Tumor necrosis factor-α induces human bronchial fibroblasts to produce cytokines: implications for airway inflammation

Pulmonary fibroblasts coordinate the progression of airway inflammation through multiple pathways. However, the role and underlying mechanisms of its subtype, bronchial fibroblasts, under TNF-α induction remain unclear. This study found that TNF-α was highly expressed in the airway with asthma patients.

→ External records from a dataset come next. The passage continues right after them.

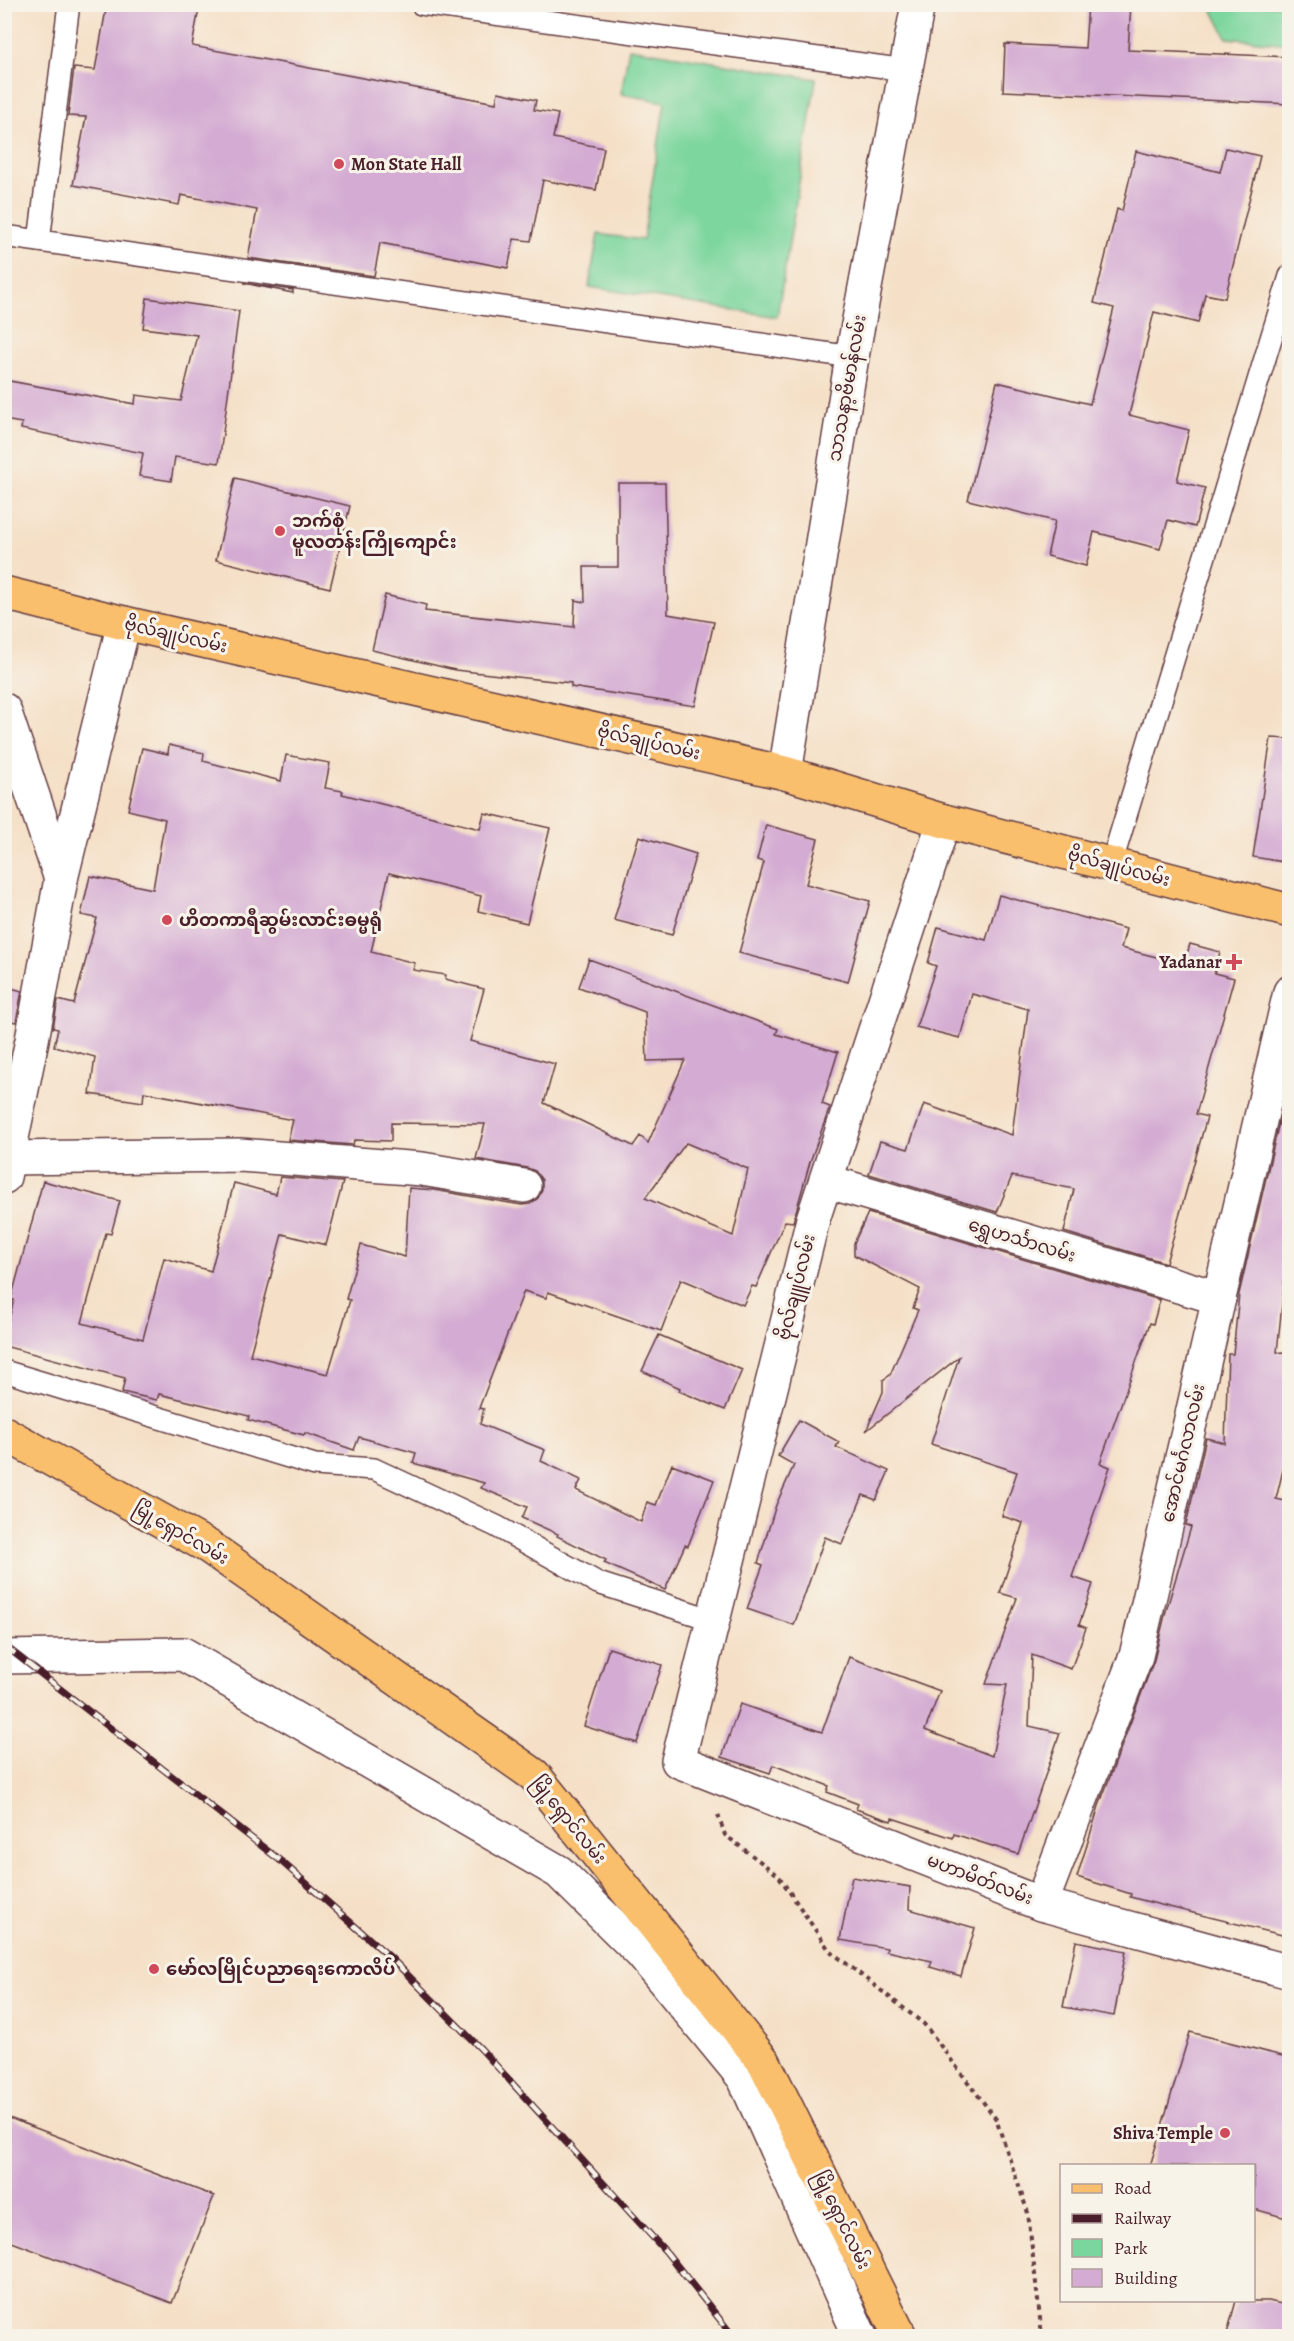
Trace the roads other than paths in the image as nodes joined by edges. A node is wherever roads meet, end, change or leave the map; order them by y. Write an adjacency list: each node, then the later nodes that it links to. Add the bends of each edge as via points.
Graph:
1 (69, 4): 6 (lane)
2 (421, 4): 4 (lane)
3 (918, 4): 4 (street, သာသနာ့ဗိမာန်လမ်း)
4 (906, 70): 8 (street, သာသနာ့ဗိမာန်လမ်း)
5 (4, 236): 6 (lane)
6 (39, 241): 8 (lane)
7 (1290, 276): 14 (lane)
8 (852, 357): 12 (street, သာသနာ့ဗိမာန်လမ်း)
9 (4, 593): 10 (main road, ဗိုလ်ချုပ်လမ်း)
10 (124, 623): 12 (main road, ဗိုလ်ချုပ်လမ်း); 15 (street)
11 (4, 710): 15 (street)
12 (785, 773): 13 (main road, ဗိုလ်ချုပ်လမ်း)
13 (944, 821): 14 (main road, ဗိုလ်ချုပ်လမ်း); 20 (street, ဗိုလ်ချူပ်လမ်း)
14 (1112, 865): 16 (main road, ဗိုလ်ချုပ်လမ်း)
15 (61, 879): 18 (street)
16 (1290, 911)
17 (1290, 992): 22 (street, အောင်မင်္ဂလာလမ်း)
18 (18, 1038): 19 (street)
19 (6, 1168): 21 (street, via 240,1155 422,1169)
20 (826, 1181): 22 (street, ရွှေဟင်္သာလမ်း); 25 (street, ဗိုလ်ချူပ်လမ်း, via 813,1219)
21 (524, 1186)
22 (1219, 1298): 28 (street, အောင်မင်္ဂလာလမ်း, via 1136,1656)
23 (4, 1371): 25 (lane, via 315,1465 374,1469 496,1526 598,1583)
24 (4, 1433): 31 (main road, မြို့ရှောင်လမ်း, via 209,1547 534,1775 764,2062)
25 (713, 1620): 27 (street, ဗိုလ်ချူပ်လမ်း)
26 (4, 1657): 30 (street, via 183,1654 559,1872 642,1954 744,2078)
27 (678, 1761): 28 (street, မဟာမိတ်လမ်း)
28 (1041, 1904): 29 (street, မဟာမိတ်လမ်း)
29 (1290, 1972)
30 (860, 2337)
31 (900, 2337)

Gene sequencing found that a large number of inflammatory cytokines were expressed in TNF-α induced human bronchial fibroblasts, such as IL-6, IL-1β, IL-15, TNF, CX3CL1, DAPK2, TSLP, CCL2, CCL5, CCL7, CXCL1, CXCL2, CXCL3, CXCL5, and CXCL6, which are closely related to eosinophil or neutrophil inflammation. GO enrichment pathways based on the background of the upregulated DEGs showed that TNF-α-induced bronchial fibroblasts are closely associated with the programmed cell necrosis signaling, Th2 cytokines production, eosinophils, neutrophils and so on. Then, western blot showed that the expression levels of IL-1β and TNF-α in TNF-α-induced bronchial fibroblasts considerably increased, and the expression levels of fibronectin, COL1A1, and TGFβ1 were substantially decreased. ELISA results showed that CCL2, CCL5, CCL7, TSLP, CXCL1, CXCL2, IL-6, and IL-1β levels were considerably increased under TNF-α-induced bronchial fibroblasts supernatant. In conclusion, our study results indicate that TNF-α-induced bronchial fibroblasts play an important role in airway inflammation.